O julgamento de Joël Le Scouarnec, ex-cirurgião acusado de violentar e abusar sexualmente de 299 pacientes, entrou em uma fase decisiva nesta terça-feira (25), na França. Familiares do réu começaram a testemunhar e relataram o choque ao descobrir a extensão dos crimes. As informações são do R7, parceiro nacional do Portal Correio.
Um dos depoimentos foi do filho mais jovem de Le Scouarnec, hoje com 37 anos. Em um pronunciamento longo e emocional, ele confessou que, inicialmente, não conseguia acreditar nas acusações. “Foi difícil aceitar que era real… que realmente era meu pai”, declarou.

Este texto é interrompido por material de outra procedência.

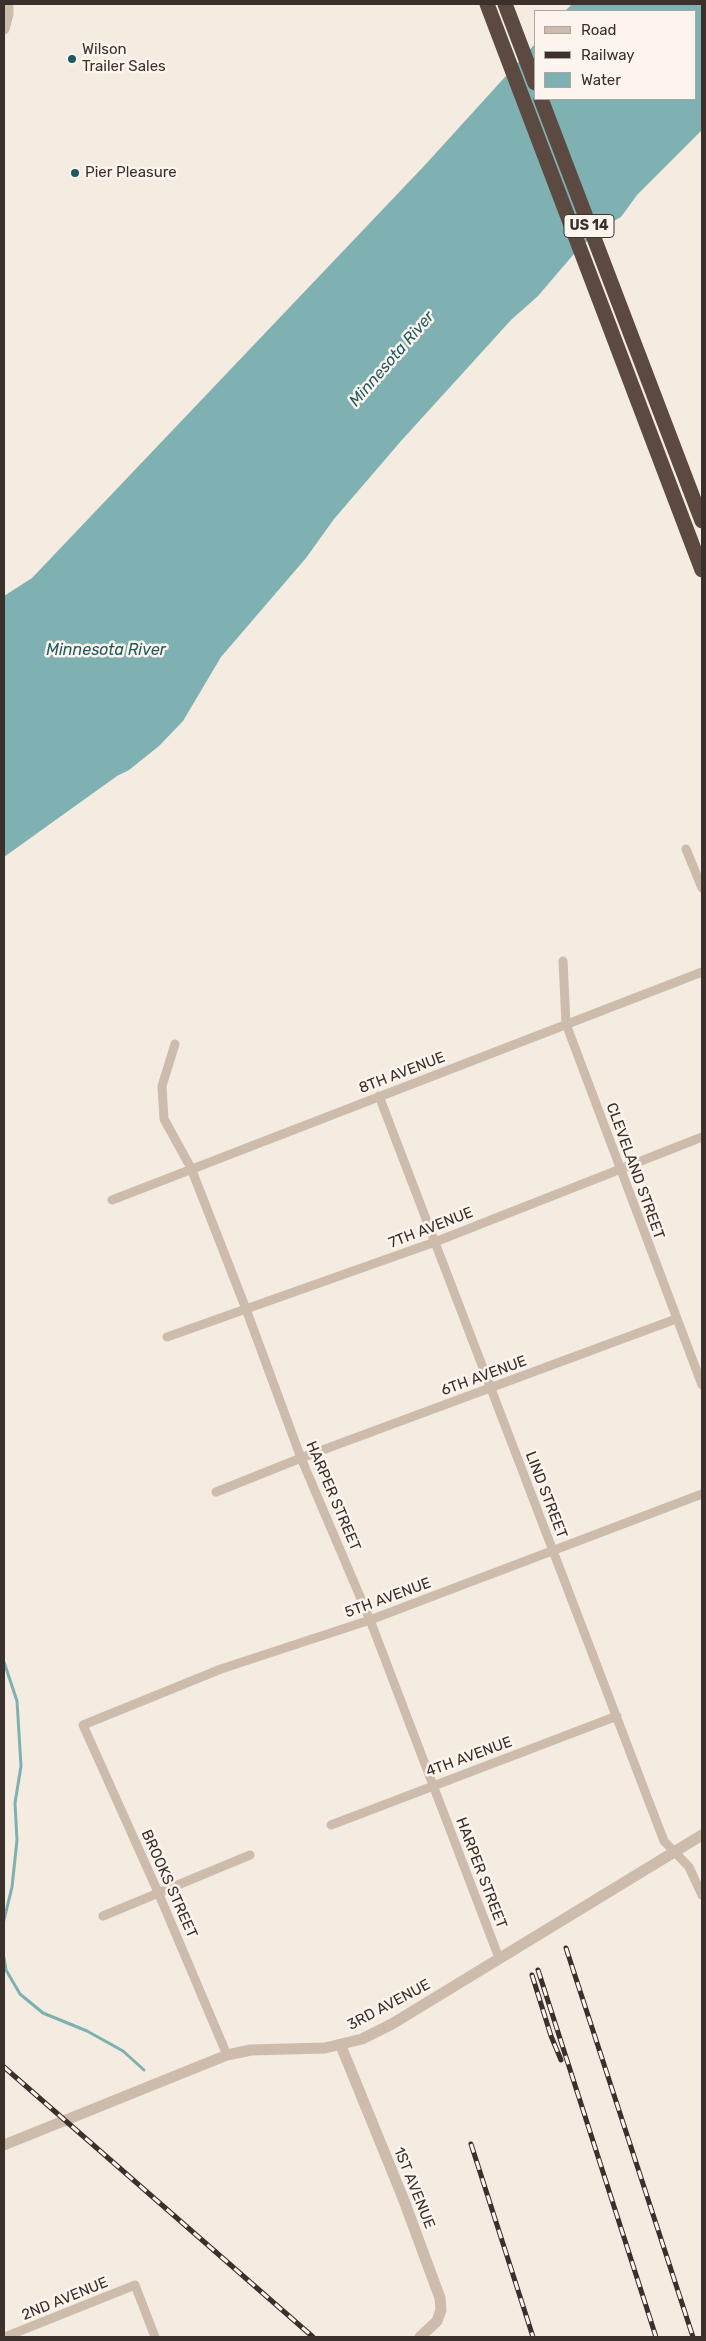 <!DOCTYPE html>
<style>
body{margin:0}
#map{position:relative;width:706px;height:2341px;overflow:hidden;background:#f4ebe1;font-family:Rubik,sans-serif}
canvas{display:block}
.frame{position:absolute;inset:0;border:5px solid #3b302b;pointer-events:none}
.legend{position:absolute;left:534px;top:10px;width:162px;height:90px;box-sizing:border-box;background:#fbf5ee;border:1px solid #aea6a0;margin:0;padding:6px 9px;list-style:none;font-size:15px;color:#3b302b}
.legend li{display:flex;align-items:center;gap:10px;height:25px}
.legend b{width:25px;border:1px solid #aea6a0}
</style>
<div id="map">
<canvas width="706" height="2341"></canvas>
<div class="frame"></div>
<ul class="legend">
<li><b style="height:6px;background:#cdbbac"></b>Road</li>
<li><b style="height:6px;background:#3b302b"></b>Railway</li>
<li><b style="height:14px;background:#7fb0b2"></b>Water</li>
</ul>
</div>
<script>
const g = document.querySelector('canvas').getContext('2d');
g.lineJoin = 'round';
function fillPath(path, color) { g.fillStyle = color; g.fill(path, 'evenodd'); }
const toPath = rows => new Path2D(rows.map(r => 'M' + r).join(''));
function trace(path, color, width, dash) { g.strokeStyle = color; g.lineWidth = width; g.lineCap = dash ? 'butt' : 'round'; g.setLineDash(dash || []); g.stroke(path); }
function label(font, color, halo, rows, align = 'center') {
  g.font = font + ' Rubik,sans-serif'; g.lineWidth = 5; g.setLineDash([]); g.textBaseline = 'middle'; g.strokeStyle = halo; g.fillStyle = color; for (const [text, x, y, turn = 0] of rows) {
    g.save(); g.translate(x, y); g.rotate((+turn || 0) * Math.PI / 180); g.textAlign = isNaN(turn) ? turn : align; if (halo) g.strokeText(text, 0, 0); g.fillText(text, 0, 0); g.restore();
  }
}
fillPath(toPath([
 [572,4,702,4,702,130,637,195,621,217,610,223,579,248,538,296,511,320,401,441,334,519,306,558,221,657,183,721,159,746,129,770,117,776,4,857,4,596,32,578,425,165,535,44,535,99,695,99,695,11,565,11]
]), '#7fb0b2');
trace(toPath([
 [4,1662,17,1701,21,1766,15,1803,17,1840,12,1887,4,1920],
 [4,1958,6,1970,20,1994,43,2013,87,2031,123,2051,144,2070]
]), '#7fb0b2', 3);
trace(toPath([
 [686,849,702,888],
 [563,961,566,1024,702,1385],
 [175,1044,162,1086,164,1119,191,1168,246,1309,301,1458,370,1620,499,1958],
 [379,1096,664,1841,689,1867,702,1895],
 [112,1200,702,972],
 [167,1337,435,1242,702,1137],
 [216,1492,301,1458,676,1319],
 [331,1825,617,1716],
 [103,1916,250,1855],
 [227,2055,158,1892,83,1725,221,1669,370,1620,702,1494],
 [5,2337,135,2285,155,2337]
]), '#cdbbac', 9);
trace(toPath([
 [4,29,8,14,8,4],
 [341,2046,403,2198,440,2298,441,2310,437,2321,420,2337],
 [4,2145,227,2055,251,2050,325,2048,362,2039,392,2024,702,1835]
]), '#cdbbac', 11);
trace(toPath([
 [487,4,702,570],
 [505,4,535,83],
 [541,99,702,521]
]), '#5c4a42', 15);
const rail = toPath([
 [566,1948,693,2337],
 [538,1970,656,2337],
 [532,1975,551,2036,561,2060],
 [4,2067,313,2337],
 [471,2144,533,2337]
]);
trace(rail, '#3b302b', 5);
trace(rail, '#fbf5ee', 3, [9]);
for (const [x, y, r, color] of [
 [72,59,5,"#1f5a5e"],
 [75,173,5,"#1f5a5e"]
]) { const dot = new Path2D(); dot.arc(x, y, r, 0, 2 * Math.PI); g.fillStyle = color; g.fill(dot); trace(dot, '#fbf5ee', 2); }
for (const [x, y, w] of [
 [589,226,50]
]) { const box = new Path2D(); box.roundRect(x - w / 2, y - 11.5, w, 23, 4); g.fillStyle = '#fbf5ee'; g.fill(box); trace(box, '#3b302b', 1); }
label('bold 14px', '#3b302b', null, [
 ["US 14",589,226]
]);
label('15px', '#3b302b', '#fbf5ee', [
 ["Wilson",82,50],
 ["Trailer Sales",82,67],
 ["Pier Pleasure",85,173]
], 'left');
label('15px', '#3b302b', '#fbf5ee', [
 ["8TH AVENUE",402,1073,-21],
 ["CLEVELAND STREET",635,1171,70],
 ["7TH AVENUE",431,1228,-21],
 ["6TH AVENUE",484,1376,-20],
 ["LIND STREET",546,1495,69],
 ["HARPER STREET",333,1496,67],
 ["5TH AVENUE",388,1598,-20],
 ["4TH AVENUE",469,1757,-20],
 ["HARPER STREET",481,1873,69],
 ["BROOKS STREET",169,1884,66],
 ["3RD AVENUE",389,2005,-28],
 ["1ST AVENUE",414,2188,68],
 ["2ND AVENUE",65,2299,-22]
]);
label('italic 16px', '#1f5a5e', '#fbf5ee', [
 ["Minnesota River",392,359,-49],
 ["Minnesota River",106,650]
]);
</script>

Segundo ele, o impacto das revelações tem sido devastador, a ponto de afetar sua confiança nas pessoas. “Se meu pai conseguiu fazer isso por anos, qualquer um pode fazer. Você se torna paranoico”, disse, admitindo que evita deixar seu filho sozinho com qualquer pessoa, mesmo dentro da família.
Outro testemunho veio do irmão mais velho, de 42 anos, que revelou ter sido vítima de abuso sexual pelo próprio avô – pai do réu. Ele contou que sofreu agressões entre os 5 e 10 anos de idade, marcadas por episódios de exibicionismo, toques e sexo oral.
“Tenho imagens que ficarão na minha memória para sempre”, afirmou. A ex-esposa de Le Scouarnec, cujo depoimento era um dos mais aguardados do julgamento, chegou ao tribunal tentando esconder o rosto, cercada por jornalistas.
Em sua declaração, disse nunca ter desconfiado do ex-marido, nem mesmo após sua primeira condenação por posse de material pornográfico infantil em 2005. No entanto, investigações revelaram que evidências sobre os abusos já existiam desde a década de 1990.
Crimes documentados e vítimas anestesiadas
Le Scouarnec enfrenta 111 acusações de estupro e 189 de agressão sexual, ocorridos entre 1989 e 2014. A gravidade do caso se intensifica pelo fato de que a maioria das vítimas eram menores de 15 anos e estavam sob seus cuidados médicos.
As investigações começaram oficialmente em maio de 2017, após uma denúncia da vizinha do cirurgião, que o acusou de abusar de sua filha de 6 anos. Durante a operação de busca na residência do réu, a polícia encontrou um material estarrecedor: dezenas de cadernos nos quais ele detalhou minuciosamente os abusos cometidos ao longo de mais de duas décadas.
Além disso, os investigadores identificaram que muitas das vítimas estavam anestesiadas durante os ataques e sequer tinham consciência do que havia acontecido.
O caso também levanta questionamentos sobre a negligência das autoridades médicas francesas. Desde 2004, o nome de Le Scouarnec já havia aparecido em investigações do FBI sobre compra de pornografia infantil. A polícia francesa foi informada, e ele chegou a ser condenado a quatro meses de prisão com sursis (pena suspensa).
No entanto, mesmo após essa condenação, o cirurgião continuou exercendo a profissão e atendendo crianças até sua aposentadoria, em 2017. Organizações de defesa dos direitos das vítimas e manifestantes criticam a atuação do Conselho de Medicina, que já tinha conhecimento das acusações e não impediu que ele seguisse trabalhando. Dois dos hospitais pelos quais o médico passou estavam cientes da condenação, mas ainda assim permitiram que ele continuasse exercendo a profissão.
O julgamento segue em andamento e deve definir a sentença de Le Scouarnec, que pode chegar a 20 anos de prisão. O caso é considerado um dos maiores escândalos de abuso sexual na história da França.